The Holy Ghost remains the true teacher.
“No true conversion takes place without the testifying, confirming, and comforting influence of the Holy Ghost,” he said.”Teach your missionaries to be worthy of that influence and be willing to receive those precious promptings, to recognize them and act upon them.”
Hope No. 5: Blessings of the priesthood
The priesthood was restored so that the ordinances of salvation and exaltation of God’s children can be performed with proper authority. And with that authority, blessings can be bestowed on individuals as they endure the trials of mortality.

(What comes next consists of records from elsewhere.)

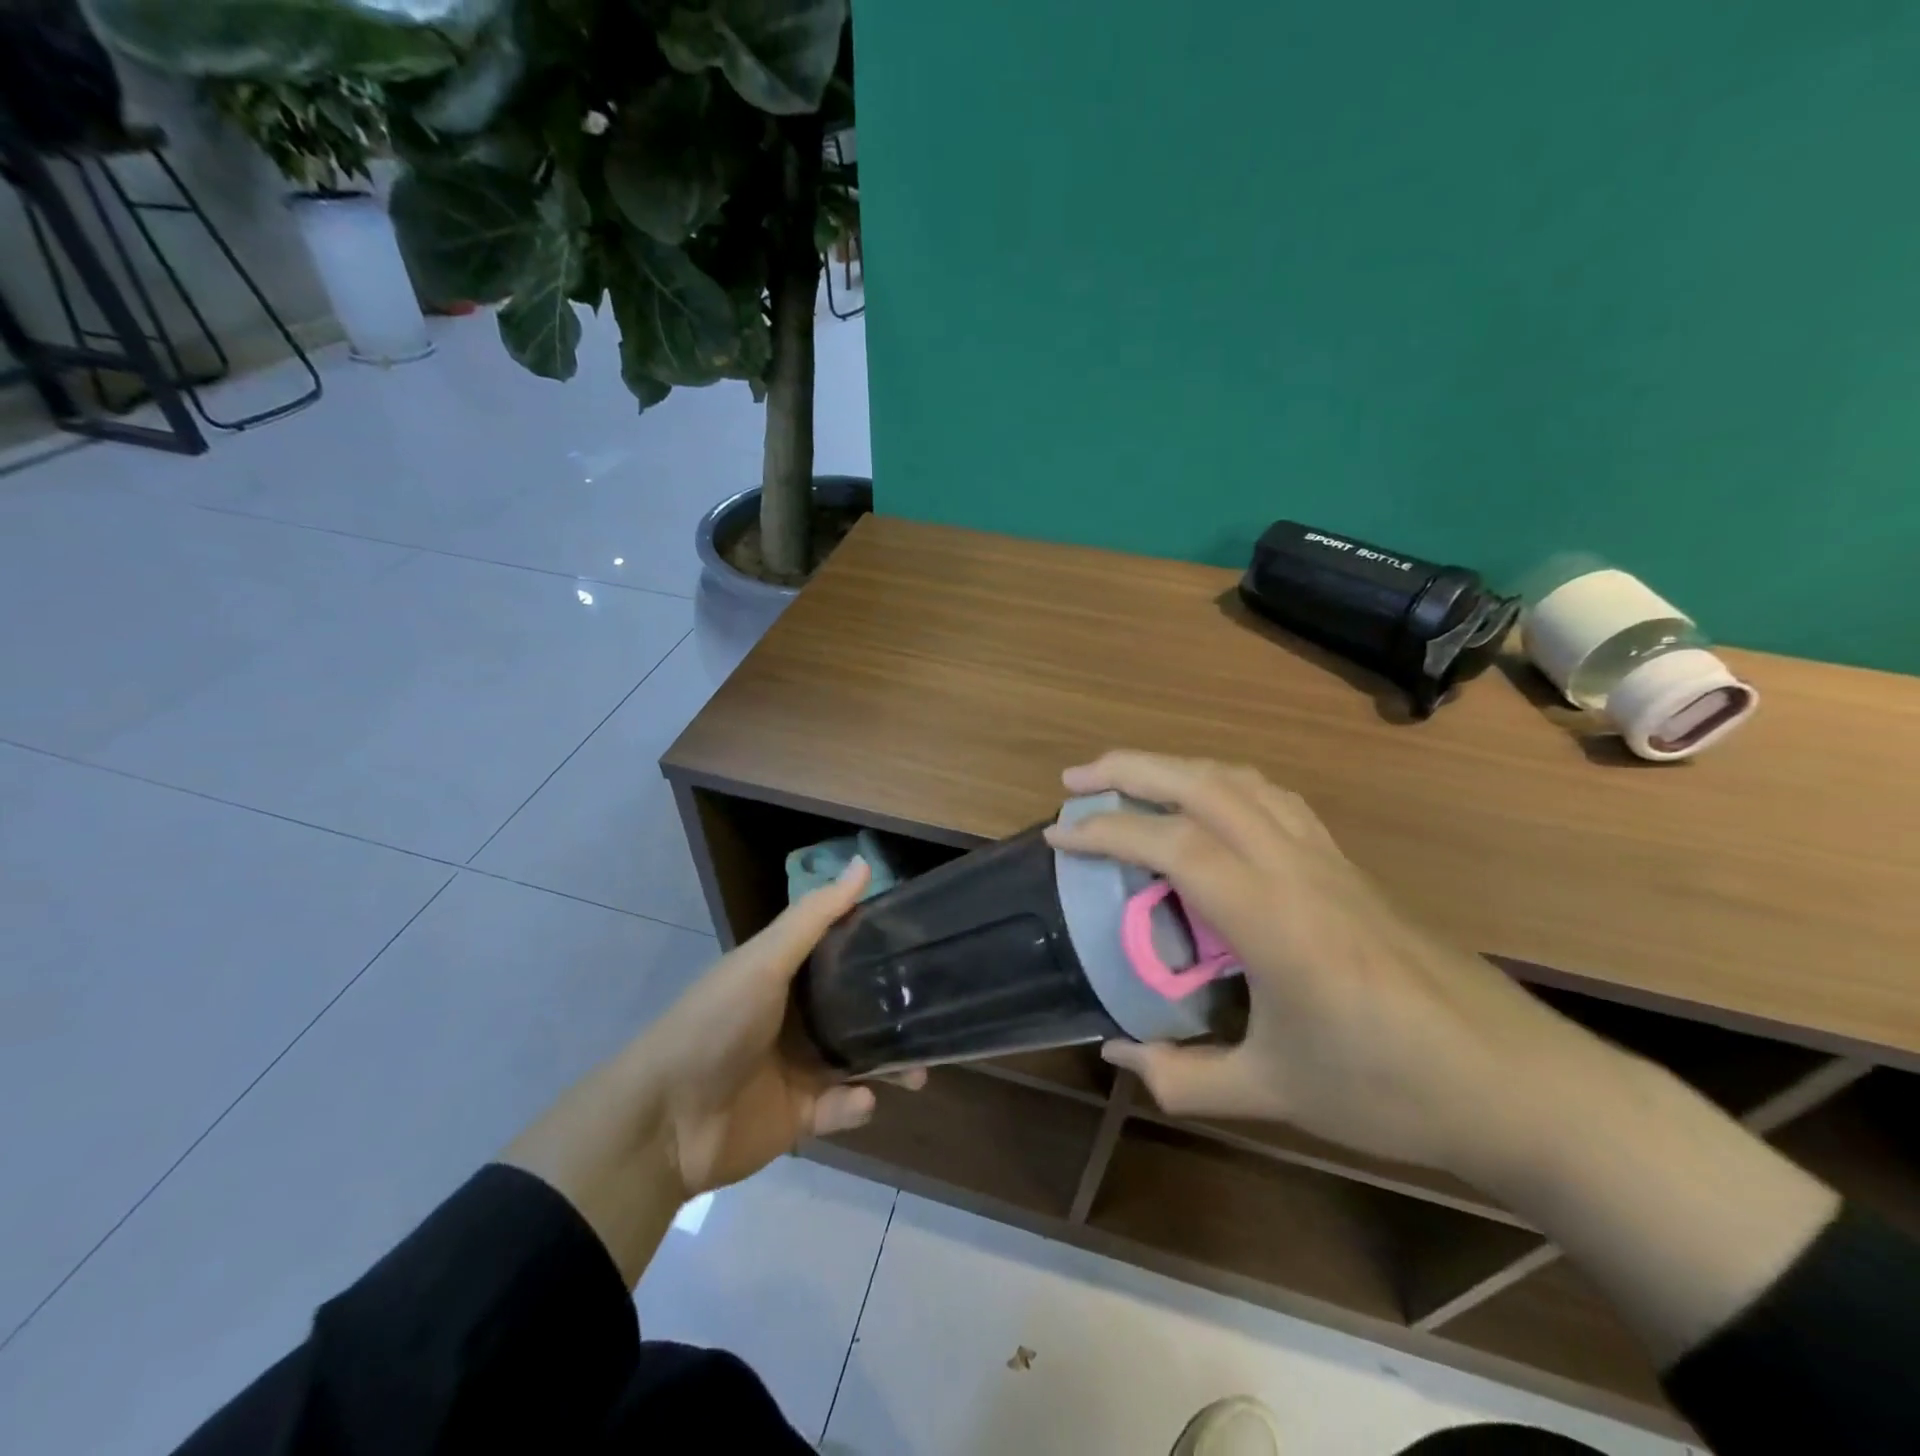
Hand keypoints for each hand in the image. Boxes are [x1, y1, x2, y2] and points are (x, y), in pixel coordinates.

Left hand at [636, 857, 924, 1198]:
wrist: (666, 1121)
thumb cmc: (716, 1023)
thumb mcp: (765, 961)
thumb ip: (814, 917)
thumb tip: (863, 863)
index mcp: (786, 976)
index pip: (842, 953)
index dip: (879, 947)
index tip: (923, 942)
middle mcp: (796, 1018)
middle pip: (857, 1010)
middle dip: (895, 1015)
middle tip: (934, 1015)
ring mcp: (798, 1068)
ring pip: (859, 1060)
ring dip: (890, 1064)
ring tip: (920, 1071)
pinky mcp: (800, 1115)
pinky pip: (840, 1108)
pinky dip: (855, 1105)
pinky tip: (860, 1100)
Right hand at [1044, 751, 1587, 1176]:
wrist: (1515, 1082)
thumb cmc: (1392, 1090)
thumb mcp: (1275, 1093)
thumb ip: (1185, 1077)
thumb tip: (1117, 1054)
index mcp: (1273, 918)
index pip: (1173, 847)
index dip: (1106, 832)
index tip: (1057, 837)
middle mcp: (1296, 868)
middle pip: (1203, 786)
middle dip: (1130, 771)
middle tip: (1075, 782)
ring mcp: (1327, 858)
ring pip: (1241, 781)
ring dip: (1177, 768)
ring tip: (1131, 782)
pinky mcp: (1347, 864)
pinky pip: (1273, 799)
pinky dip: (1222, 784)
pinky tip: (1207, 808)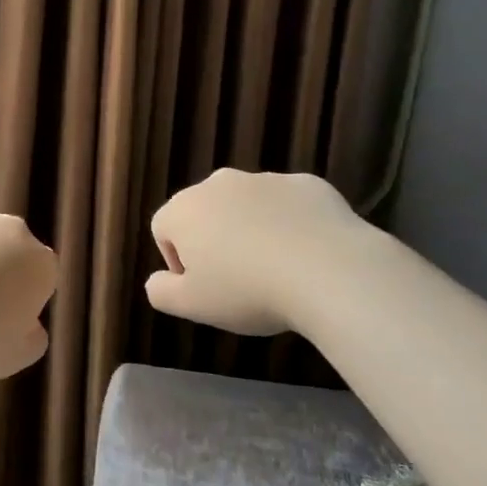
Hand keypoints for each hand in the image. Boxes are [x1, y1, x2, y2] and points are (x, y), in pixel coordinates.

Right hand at [145, 168, 362, 335]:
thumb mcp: (189, 306)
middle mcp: (220, 184)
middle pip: (205, 213)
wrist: (329, 272)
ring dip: (251, 231)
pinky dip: (290, 225)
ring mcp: (267, 179)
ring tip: (275, 269)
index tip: (202, 288)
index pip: (163, 230)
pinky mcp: (308, 184)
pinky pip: (288, 206)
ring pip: (247, 206)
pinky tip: (306, 255)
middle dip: (214, 241)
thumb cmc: (246, 291)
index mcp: (184, 210)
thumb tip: (157, 280)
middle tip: (235, 280)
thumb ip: (160, 292)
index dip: (177, 262)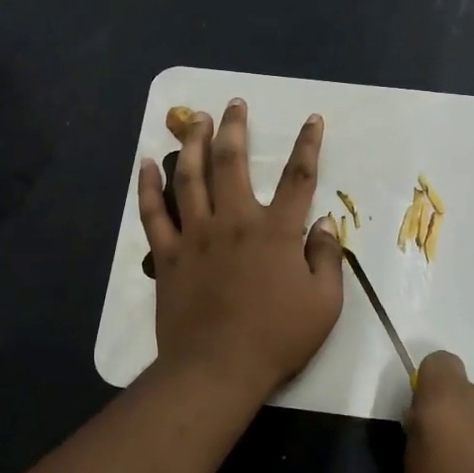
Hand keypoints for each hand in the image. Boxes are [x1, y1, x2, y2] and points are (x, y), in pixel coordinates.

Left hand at [138, 99, 343, 404]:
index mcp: (275, 231)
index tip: (312, 119)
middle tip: (234, 104)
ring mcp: (196, 235)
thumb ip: (327, 257)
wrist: (218, 368)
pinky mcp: (168, 255)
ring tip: (194, 119)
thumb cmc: (276, 338)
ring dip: (193, 143)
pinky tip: (147, 163)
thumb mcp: (324, 303)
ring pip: (191, 177)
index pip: (299, 177)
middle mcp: (234, 221)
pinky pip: (154, 213)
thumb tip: (325, 222)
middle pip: (232, 162)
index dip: (308, 144)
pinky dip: (148, 186)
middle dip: (235, 128)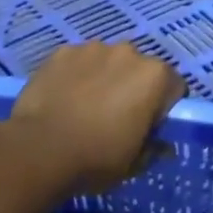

“You presidents will authorize and direct priesthood ordinances and blessings to sisters and brothers who choose to come unto the Lord and follow Him,” he said. “And in addition to your benevolent authority, you will bless them with your loving example. Elders and sister missionaries teach with that same priesthood authority, under the keys of their mission presidents.”
President Nelson concluded his sacrament meeting remarks by invoking blessings of safety, health, guidance and peace upon the new mission presidents and their partners — and their families.
“I so bless you and bear my testimony to you that we are engaged in the work of Almighty God.”